__Exercise details__
Determine how many lines of the entries contain "main". Reply with that number alone.

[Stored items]
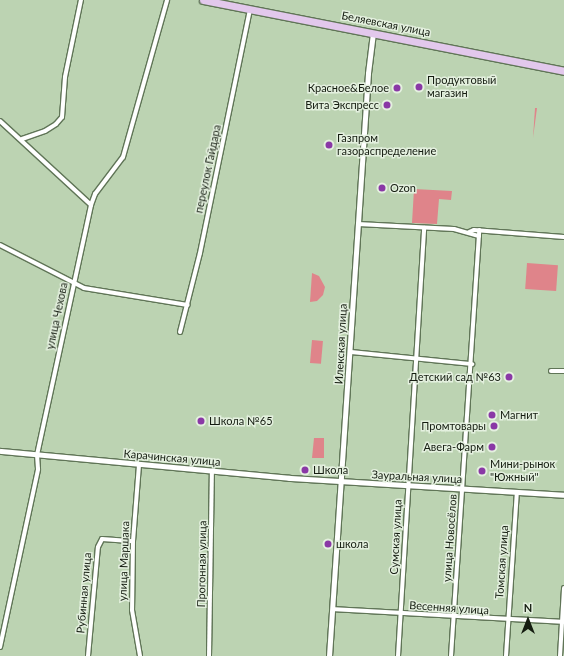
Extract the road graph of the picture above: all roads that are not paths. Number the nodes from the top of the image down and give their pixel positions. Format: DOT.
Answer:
graph roads {
  1 [pos="81,0"];
  2 [pos="167,0"];
  3 [pos="203,0"];
  4 [pos="250,10"];
  5 [pos="373,33"];
  6 [pos="564,71"];
  7 [pos="0,121"];
  8 [pos="22,139"];
  9 [pos="91,205"];
  10 [pos="358,224"];
  11 [pos="424,228"];
  12 [pos="479,230"];
  13 [pos="469,232"];
  14 [pos="479,236"];
  15 [pos="564,237"];
  16 [pos="0,245"];
  17 [pos="73,282"];
  18 [pos="188,305"];
  19 [pos="180,332"];
  20 [pos="351,352"];
  21 [pos="417,358"];
  22 [pos="472,364"];
  23 [pos="551,371"];
  24 [pos="564,371"];
  25 [pos="0,451"];
  26 [pos="37,455"];
  27 [pos="139,465"];
  28 [pos="212,471"];
  29 [pos="342,482"];
  30 [pos="408,486"];
  31 [pos="462,489"];
  32 [pos="516,492"];
  33 [pos="564,495"];
  34 [pos="133,540"];
  35 [pos="564,588"];
  36 [pos="333,609"];
  37 [pos="402,613"];
  38 [pos="454,617"];
  39 [pos="507,620"];
  40 [pos="563,622"];
  41 [pos="1,639"];
  42 [pos="0,647"];
  43 [pos="88,656"];
  44 [pos="140,656"];
  45 [pos="209,656"];
  46 [pos="330,656"];
  47 [pos="398,656"];
  48 [pos="451,656"];
  49 [pos="506,656"];
  50 [pos="560,656"];
  1 -- 8 [label="street"];
  2 -- 9 [label="street, улица Чехова"];
  3 -- 4 [label="main road, Беляевская улица"];
  4 -- 5 [label="main road, Беляевская улица"];
  4 -- 18 [label="street, переулок Гайдара"];
  5 -- 6 [label="main road, Беляевская улица"];
  5 -- 10 [label="street, Илекская улица"];
  7 -- 8 [label="street"];
  8 -- 9 [label="street"];
  9 -- 17 [label="street, улица Чехова"];
  10 -- 11 [label="street"];
  10 -- 20 [label="street, Илекская улица"];
  11 -- 13 [label="street"];
  11 -- 21 [label="street, Сумская улица"];
  12 -- 13 [label="street"];
  12 -- 14 [label="street, улица Новосёлов"];
  12 -- 15 [label="street"];
  13 -- 14 [label="street"];
  14 -- 22 [label="street, улица Новосёлов"];
  16 -- 17 [label="street"];
  17 -- 18 [label="street"];
  17 -- 26 [label="street, улица Чехова"];
  18 -- 19 [label="street, переулок Гайдара"];
  20 -- 21 [label="street"];
  20 -- 29 [label="street, Илекская улица"];
  21 -- 22 [label="street"];
  21 -- 30 [label="street, Сумская улица"];
  22 -- 31 [label="street, улица Новосёлов"];
  23 -- 24 [label="street"];
  25 -- 26 [label="street, Карачинская улица"];
  26 -- 27 [label="street, Карачинская улица"];
  26 -- 41 [label="street, улица Чехова"];
  27 -- 28 [label="street, Карачинская улица"];
  27 -- 34 [label="street, улица Маршака"];
  28 -- 29 [label="street, Карачинская улица"];
  28 -- 45 [label="street, Прогонная улица"];
  29 -- 30 [label="street, Зауральная улица"];
  29 -- 36 [label="street, Илекская улица"];
  30 -- 31 [label="street, Зауральная улица"];
  30 -- 37 [label="street, Сумская улица"];
  31 -- 32 [label="street, Зауральная улица"];
  31 -- 38 [label="street, улица Новосёлов"];
  32 -- 33 [label="street, Зауральная улица"];
  32 -- 39 [label="street, Томская улица"];
  34 -- 43 [label="street, Рубинная улица"];
  34 -- 44 [label="street, улица Маршака"];
  35 -- 40 [label="street"];
  36 -- 37 [label="street, Весенняя улица"];
  36 -- 46 [label="street, Илекская улица"];
  37 -- 38 [label="street, Весенняя улица"];
  37 -- 47 [label="street, Сумская улица"];
  38 -- 39 [label="street, Весенняя улица"];
  38 -- 48 [label="street, улица Новосёлов"];
  39 -- 40 [label="street, Весенняя улица"];
  39 -- 49 [label="street, Томская улица"];
  40 -- 50 [label="street"];
  41 -- 42 [label="street, улица Чехова"];
}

__Expected output__
3